Supplied records:
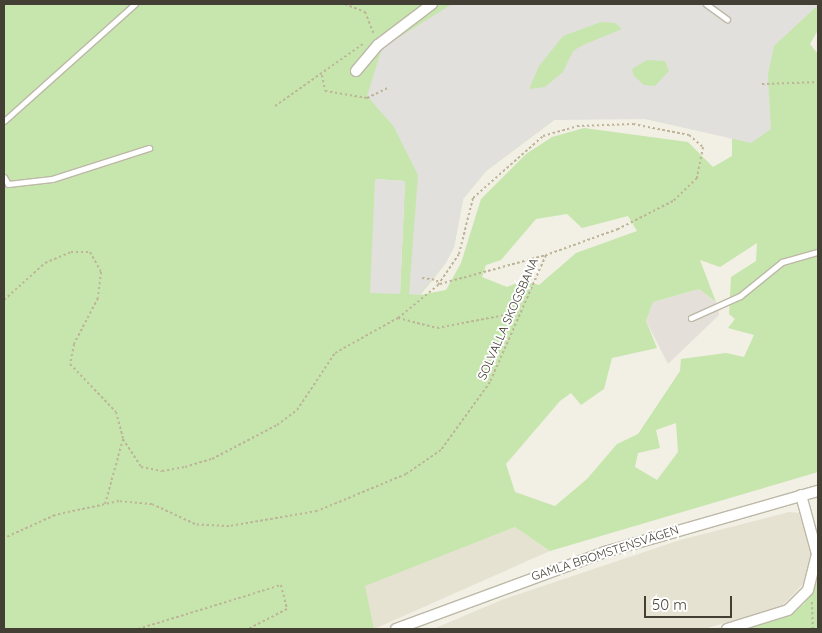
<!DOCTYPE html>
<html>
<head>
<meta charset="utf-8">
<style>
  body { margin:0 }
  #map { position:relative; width:822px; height:633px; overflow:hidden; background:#f2efe4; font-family:Quicksand,sans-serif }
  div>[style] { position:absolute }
  .residential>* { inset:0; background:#e6e2d2 }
  .industrial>* { inset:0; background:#e4e0d9 }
  .green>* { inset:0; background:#c6e6ad }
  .parking>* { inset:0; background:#e2e0dc }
  .path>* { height:2px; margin-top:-1px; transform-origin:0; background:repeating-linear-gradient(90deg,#beb598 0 2.5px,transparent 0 5px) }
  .roads { filter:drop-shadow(1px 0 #bdb8a7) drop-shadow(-1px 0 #bdb8a7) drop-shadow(0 1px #bdb8a7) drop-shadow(0 -1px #bdb8a7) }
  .lane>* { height:5px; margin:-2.5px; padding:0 2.5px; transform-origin:2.5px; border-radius:2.5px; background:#fff }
  .street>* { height:10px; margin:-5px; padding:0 5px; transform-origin:5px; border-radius:5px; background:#fff }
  span { translate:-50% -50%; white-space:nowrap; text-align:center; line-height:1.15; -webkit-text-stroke:4px #fff; paint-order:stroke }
  .street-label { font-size:12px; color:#443f34 }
  .frame { position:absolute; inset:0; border:5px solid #443f34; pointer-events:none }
  .scale { position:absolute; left:644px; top:596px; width:88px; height:22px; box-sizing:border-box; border:2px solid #443f34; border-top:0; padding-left:6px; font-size:15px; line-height:18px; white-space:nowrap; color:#443f34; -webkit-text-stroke:4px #fff; paint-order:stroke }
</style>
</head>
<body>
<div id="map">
  <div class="residential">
    <i style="clip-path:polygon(789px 512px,799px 513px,812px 553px,808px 579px,781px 607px,704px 629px,433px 629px,504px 599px,680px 540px)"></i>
    <i style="clip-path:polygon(515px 527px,550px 551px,374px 629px,364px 586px)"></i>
  </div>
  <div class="industrial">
    <i style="clip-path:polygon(699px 289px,718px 304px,719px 315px,668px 364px,646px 321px,653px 302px)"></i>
  </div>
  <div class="green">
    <i style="clip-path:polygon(evenodd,4px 4px,818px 4px,818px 30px,810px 44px,818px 54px,818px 472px,550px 551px,515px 527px,365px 586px,374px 629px,4px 629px,4px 4px,599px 116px,646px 119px,732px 138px,732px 156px,713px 167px,688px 142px,584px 128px,552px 137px,526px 154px,481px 199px,461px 263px,446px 290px,420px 295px,445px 264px,454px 247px,463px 199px,486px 171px,554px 120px,599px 116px,4px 4px,375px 179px,405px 181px,400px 294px,375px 179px,4px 4px,567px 214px,582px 228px,628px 216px,637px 231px,576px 253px,539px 285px,522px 281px,507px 287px,482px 277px,486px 265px,501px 260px,536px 219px,567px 214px,4px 4px,757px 243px,756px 261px,731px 277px,729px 314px,735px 319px,728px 328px,754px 335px,744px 357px,726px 353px,681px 359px,680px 371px,638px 434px,617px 444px,587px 479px,555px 506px,515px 492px,506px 464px,560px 401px,571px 393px,581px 405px,604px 389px,612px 358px,657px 348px,646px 321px,653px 302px,699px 289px,716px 302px,700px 260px,720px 267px,757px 243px,4px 4px,676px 423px,678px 452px,657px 480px,635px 467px,638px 453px,660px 448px,656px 430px,676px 423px)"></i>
    <i style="clip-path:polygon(818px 576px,818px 629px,745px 629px,786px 616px,804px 604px)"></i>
  </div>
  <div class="parking">
    <i style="clip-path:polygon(evenodd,452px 4px,818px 4px,818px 5px,774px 46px,768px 75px,771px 129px,751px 143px,646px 119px,554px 120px,486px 171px,463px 199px,454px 247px,445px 264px,419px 295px,409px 294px,418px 175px,394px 127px,367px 96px,382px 48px,452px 4px,601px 22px,615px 23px,622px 29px,583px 45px,573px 51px,563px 72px,545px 87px,529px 89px,539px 66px,563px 36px,601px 22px,452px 4px,647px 60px,665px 61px,669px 71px,655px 86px,644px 85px,634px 76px,632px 69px,647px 60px)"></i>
    <i style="clip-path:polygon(375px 179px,405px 181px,400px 294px,370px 293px)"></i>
  </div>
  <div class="path">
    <i style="left:345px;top:4px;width:22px;rotate:22deg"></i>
    <i style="left:365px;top:12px;width:24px;rotate:68deg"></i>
    <i style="left:322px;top:75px;width:16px;rotate:79deg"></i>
    <i style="left:325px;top:91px;width:43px;rotate:9.5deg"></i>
    <i style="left:367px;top:98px;width:25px;rotate:-26deg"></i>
    <i style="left:762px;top:84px;width:56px;rotate:-2deg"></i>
    <i style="left:275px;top:106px;width:108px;rotate:-35.2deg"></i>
    <i style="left:422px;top:278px;width:15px;rotate:8deg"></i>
    <i style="left:437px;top:280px;width:5px;rotate:79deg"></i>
    <i style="left:440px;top:284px;width:110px;rotate:-15.3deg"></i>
    <i style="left:4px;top:300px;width:55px;rotate:-42.1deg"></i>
    <i style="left:45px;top:263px;width:28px;rotate:-23deg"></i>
    <i style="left:71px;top:252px;width:19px"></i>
    <i style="left:90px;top:252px;width:23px;rotate:61deg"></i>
    <i style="left:101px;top:272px;width:26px;rotate:97deg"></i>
    <i style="left:98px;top:298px;width:52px;rotate:117.6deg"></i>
    <i style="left:74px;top:344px;width:20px;rotate:101deg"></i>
    <i style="left:70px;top:364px;width:66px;rotate:46.2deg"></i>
    <i style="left:116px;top:412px;width:28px;rotate:75deg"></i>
    <i style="left:123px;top:439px;width:33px;rotate:57deg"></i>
    <i style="left:141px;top:467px;width:21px;rotate:11deg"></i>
    <i style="left:162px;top:471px;width:23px;rotate:-10deg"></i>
    <i style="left:185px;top:467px;width:28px;rotate:-17deg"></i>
    <i style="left:212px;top:459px;width:73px;rotate:-27.6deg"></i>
    <i style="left:277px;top:425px;width:25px;rotate:-37deg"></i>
    <i style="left:297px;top:410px;width:69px;rotate:-56.3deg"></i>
    <i style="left:335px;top:353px;width:72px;rotate:-29.1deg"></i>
    <i style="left:398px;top:318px;width:52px;rotate:-39.5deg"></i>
    <i style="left:438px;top:285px;width:37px;rotate:-56deg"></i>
    <i style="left:459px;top:254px;width:58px;rotate:-76deg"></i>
    <i style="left:473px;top:198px;width:94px;rotate:-41.5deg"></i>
    <i style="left:543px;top:136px;width:35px;rotate:-16deg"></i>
    <i style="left:577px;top:126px;width:56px;rotate:-2deg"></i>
    <i style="left:633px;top:124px;width:57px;rotate:11.1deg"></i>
    <i style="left:689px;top:135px;width:18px;rotate:41deg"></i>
    <i style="left:703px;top:147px;width:32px;rotate:101deg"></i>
    <i style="left:697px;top:178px;width:33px;rotate:136deg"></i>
    <i style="left:673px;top:201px;width:62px;rotate:153deg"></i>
    <i style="left:618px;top:229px;width:77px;rotate:160.1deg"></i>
    <i style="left:546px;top:255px;width:139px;rotate:113.8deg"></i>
    <i style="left:490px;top:382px;width:84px;rotate:125.8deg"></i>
    <i style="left:441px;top:450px;width:42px;rotate:145.6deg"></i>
    <i style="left:406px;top:474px;width:96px;rotate:157.4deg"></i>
    <i style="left:317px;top:511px;width:89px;rotate:170.3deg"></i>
    <i style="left:229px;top:526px;width:34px;rotate:-177deg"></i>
    <i style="left:195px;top:524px;width:47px;rotate:-155.1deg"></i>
    <i style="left:152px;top:504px;width:33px;rotate:-175deg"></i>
    <i style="left:119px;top:501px;width:66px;rotate:167.7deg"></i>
    <i style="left:55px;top:515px;width:56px;rotate:155.7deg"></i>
    <i style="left:398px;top:318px;width:40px;rotate:14.4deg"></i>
    <i style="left:437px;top:328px;width:86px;rotate:-10.8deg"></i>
    <i style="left:4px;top:353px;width:27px;rotate:90deg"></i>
    <i style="left:105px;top:504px;width:67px;rotate:-74.5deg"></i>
    <i style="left:812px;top:602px;width:27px;rotate:88deg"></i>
    <i style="left:138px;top:629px;width:150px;rotate:-17.1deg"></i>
    <i style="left:281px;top:585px;width:25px;rotate:76deg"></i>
    <i style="left:287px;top:609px;width:44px;rotate:152.9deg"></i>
  </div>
  <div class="roads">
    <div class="lane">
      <i style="left:706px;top:4px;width:26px;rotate:36deg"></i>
      <i style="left:4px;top:121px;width:176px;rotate:-41.8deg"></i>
      <i style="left:4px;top:177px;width:8px;rotate:60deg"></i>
      <i style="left:8px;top:184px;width:44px;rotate:-6.5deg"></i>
      <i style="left:52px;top:179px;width:102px;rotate:-17.7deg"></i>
      <i style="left:691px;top:318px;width:54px;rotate:-24.2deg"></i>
      <i style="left:740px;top:296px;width:54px;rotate:-39deg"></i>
      <i style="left:782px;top:262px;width:37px;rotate:-16deg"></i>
    </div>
    <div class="street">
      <i style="left:356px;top:71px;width:34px;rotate:-50deg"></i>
      <i style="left:378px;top:45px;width:68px;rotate:-37.2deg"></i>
      <i style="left:396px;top:629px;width:223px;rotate:-20.2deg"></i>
      <i style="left:605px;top:552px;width:222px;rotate:-16deg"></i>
      <i style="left:727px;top:629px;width:64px;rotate:-17.3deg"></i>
      <i style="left:788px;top:610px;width:28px;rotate:-45deg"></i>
      <i style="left:808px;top:590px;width:37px;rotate:-76deg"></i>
      <i style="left:817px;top:554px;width:61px;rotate:-105.2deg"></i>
    </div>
  </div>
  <div class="street-label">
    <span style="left:508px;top:319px;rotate:-66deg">SOLVALLA SKOGSBANA</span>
    <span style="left:605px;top:553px;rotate:-18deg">GAMLA BROMSTENSVÄGEN</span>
  </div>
  <div class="frame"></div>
  <div class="scale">50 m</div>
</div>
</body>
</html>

Brief: Please, without any of the pictures, set down exactly the lines from the beginning of the listing to the line that contains "filter:drop-shadow(1px 0 #bdb8a7)", inclusive.

Task response:
<!DOCTYPE html>
<html>
<head>
<meta charset="utf-8">
<style>
  body { margin:0 }
  #map { position:relative; width:822px; height:633px; overflow:hidden; background:#f2efe4; font-family:Quicksand,sans-serif }
  div>[style] { position:absolute }
  .residential>* { inset:0; background:#e6e2d2 }
  .industrial>* { inset:0; background:#e4e0d9 }
  .green>* { inset:0; background:#c6e6ad }
  .parking>* { inset:0; background:#e2e0dc }
  .path>* { height:2px; margin-top:-1px; transform-origin:0; background:repeating-linear-gradient(90deg,#beb598 0 2.5px,transparent 0 5px) }
  .roads { filter:drop-shadow(1px 0 #bdb8a7) drop-shadow(-1px 0 #bdb8a7) drop-shadow(0 1px #bdb8a7) drop-shadow(0 -1px #bdb8a7) }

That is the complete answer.